Starting to doubt my own spouting (not for the first time) and so grubbed around Barney to discover that each  story so far has been 65 pages which will give us 130 in total (possibly more if they've been jiggling with the panel layout as I've heard they are. So that's plenty to fill the 6 issue mini... right... right...

Colin YNWA

And this from a recent interview from Ian Edginton

QuoteAt the same time, it's a great adventure story. What are your plans for Wren and Septimus? Do you have an end in sight, or will it be more like a Saturday serial, with new adventures in every story arc?

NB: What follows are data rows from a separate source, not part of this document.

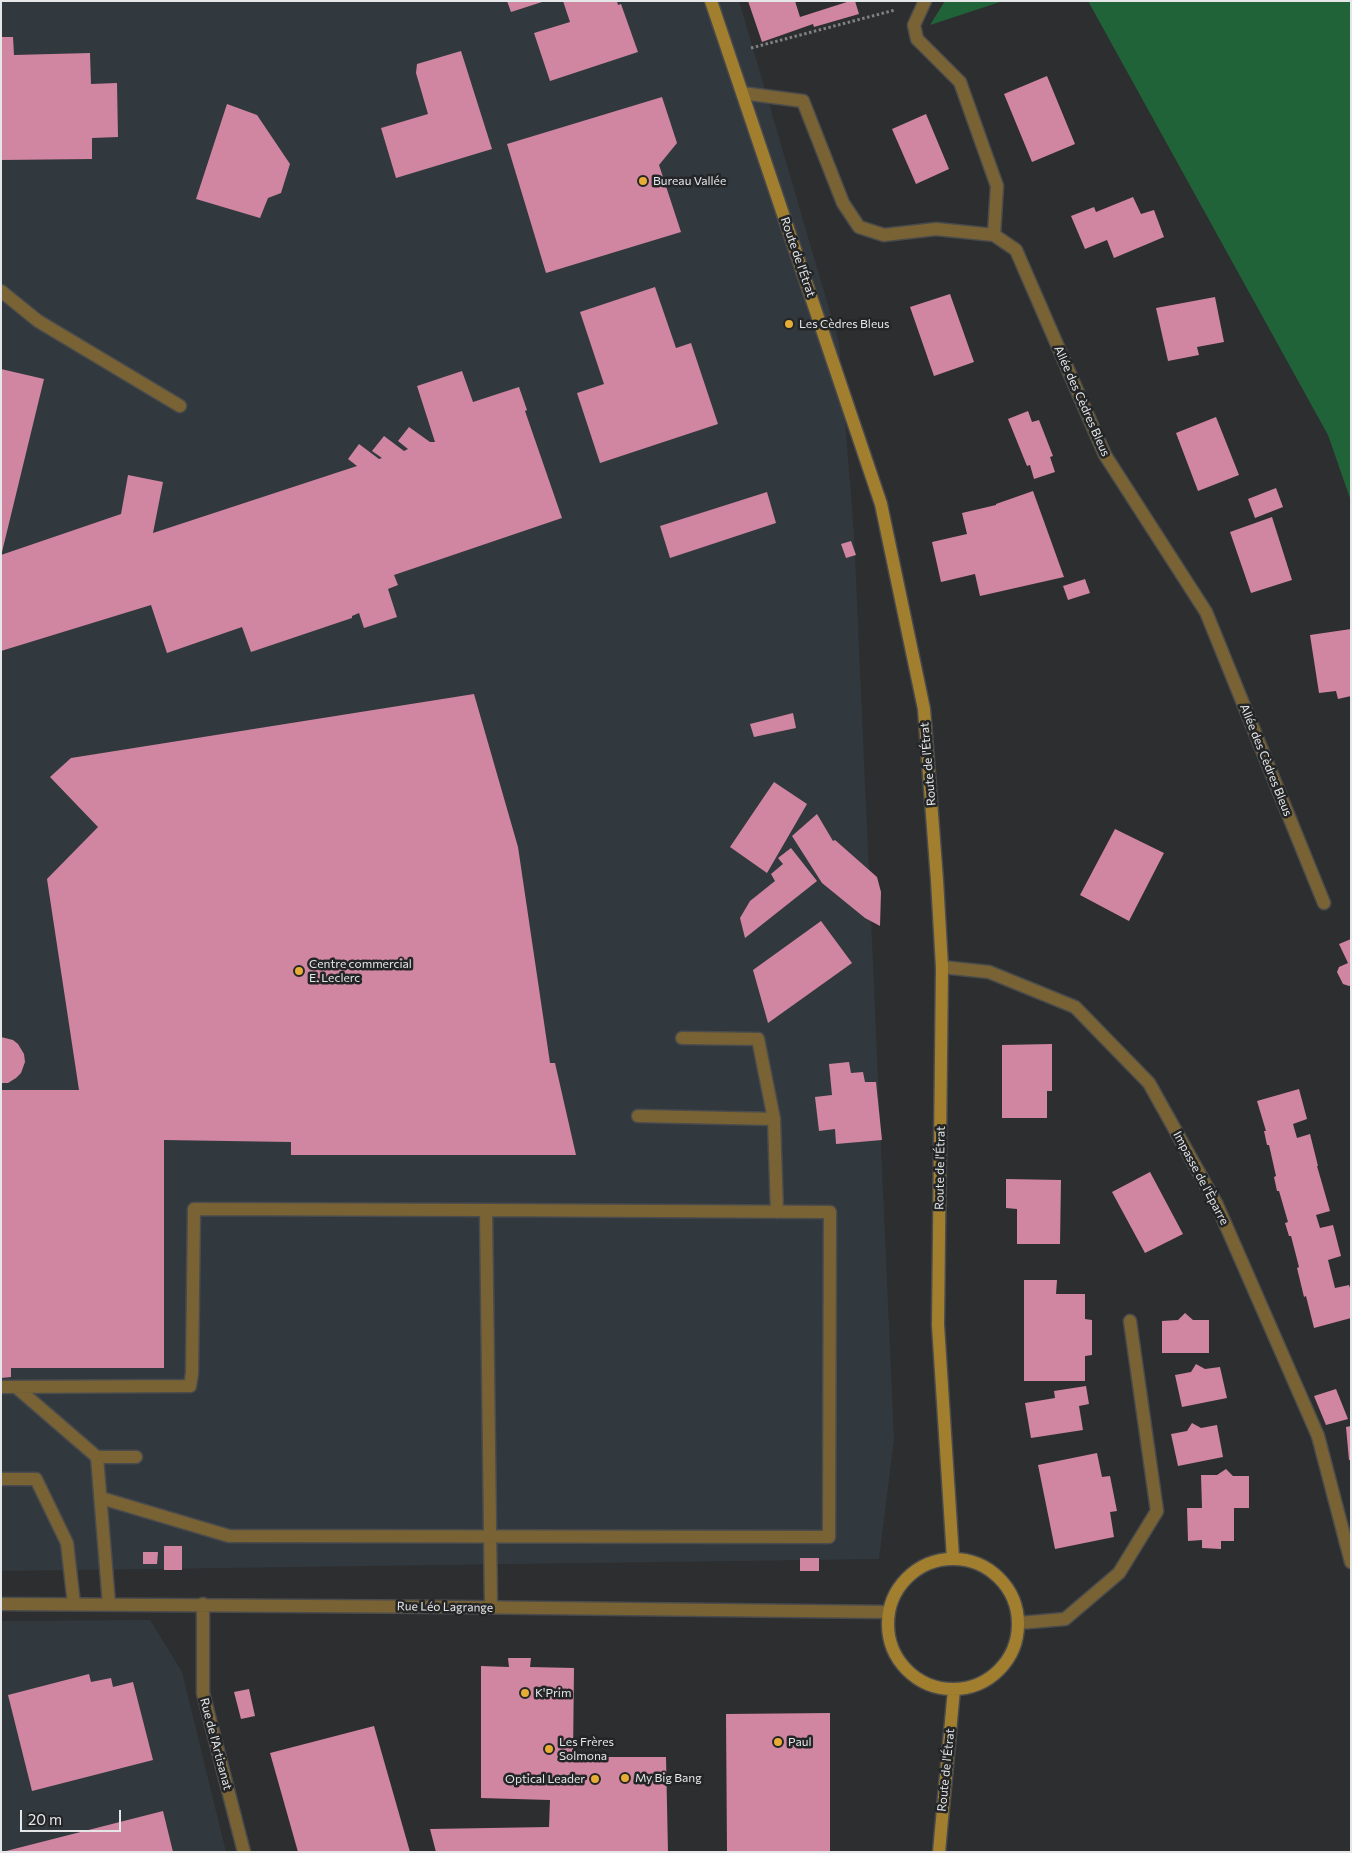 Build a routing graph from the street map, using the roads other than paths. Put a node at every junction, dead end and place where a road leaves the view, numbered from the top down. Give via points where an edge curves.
1 (710, 1) edge
2 (925, 2) edge
3 (742, 93) junction
4 (994, 235) junction
5 (1, 291) edge
6 (180, 406) dead end
7 (1324, 902) dead end
8 (942, 967) junction
9 (682, 1038) dead end
10 (638, 1116) dead end
11 (774, 1119) junction
12 (486, 1210) junction
13 (777, 1212) junction
14 (1130, 1321) dead end
15 (1, 1387) edge
16 (16, 1387) junction
17 (97, 1457) junction
18 (136, 1457) dead end
19 (1, 1479) edge
20 (101, 1498) junction
21 (490, 1536) junction
22 (953, 1558) junction
23 (1351, 1562) edge
24 (1, 1604) edge
25 (74, 1604) junction
26 (108, 1604) junction
27 (203, 1604) junction
28 (491, 1607) junction
29 (888, 1612) junction
30 (1019, 1623) junction
31 (954, 1689) junction
32 (244, 1852) edge
33 (939, 1852) edge

1 - 3 main road, Route de l'Étrat
2 - 4 street via 914,24 917,39 960,82 996,186
3 - 4 street, Allée des Cèdres Bleus via 803,101 843,203 859,226 884,235 936,229
3 - 8 main road, Route de l'Étrat via 881,504 924,710
4 - 7 street, Allée des Cèdres Bleus via 1016,250 1105,455 1206,612
5 - 6 street via 38,321
8 - 22 main road, Route de l'Étrat via 938,1324
8 - 23 street, Impasse de l'Èparre via 989,972 1075,1007 1149,1083 1217,1205 1318,1436
9 - 11 street via 758,1039
10 - 11 street
11 - 13 street
12 - 13 street
12 - 16 street via 194,1209 190,1386
12 - 21 street
13 - 21 street via 830,1212 829,1536
14 - 30 street via 1157,1511 1119,1573 1065,1619
15 - 16 street
16 - 17 street
17 - 18 street
17 - 20 street
19 - 25 street via 36,1479 67,1543
20 - 21 street via 228,1536
20 - 26 street
21 - 28 street
22 - 29 main road via 933,1562 914,1571 900,1585
22 - 30 main road via 973,1561 992,1570 1006,1585 1015,1603
24 - 25 street, Rue Léo Lagrange
25 - 26 street, Rue Léo Lagrange
26 - 27 street, Rue Léo Lagrange
27 - 28 street, Rue Léo Lagrange
27 - 32 street, Rue de l'Artisanat via 203,1693
28 - 29 street, Rue Léo Lagrange
29 - 31 main road via 891,1644 900,1662 915,1677 934,1686
30 - 31 main road via 1016,1644 1007,1661 992,1676 974,1686
31 - 33 main road, Route de l'Étrat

It is a big, sprawling story. Ian and I agreed at the outset that we wanted to tell a wide-ranging, expansive tale that spanned dozens of worlds. In some respects it does harken back to more pulp, Saturday-morning serial feel, in that it's a rich tapestry of colorful and quirky characters and worlds.

However, I'm also conscious of outstaying our welcome and letting the story meander on for it's own sake. There is a definite end, that's for certain and Wren and Septimus will be there, but things between them will have changed quite significantly by then and that's all I'm going to say about that!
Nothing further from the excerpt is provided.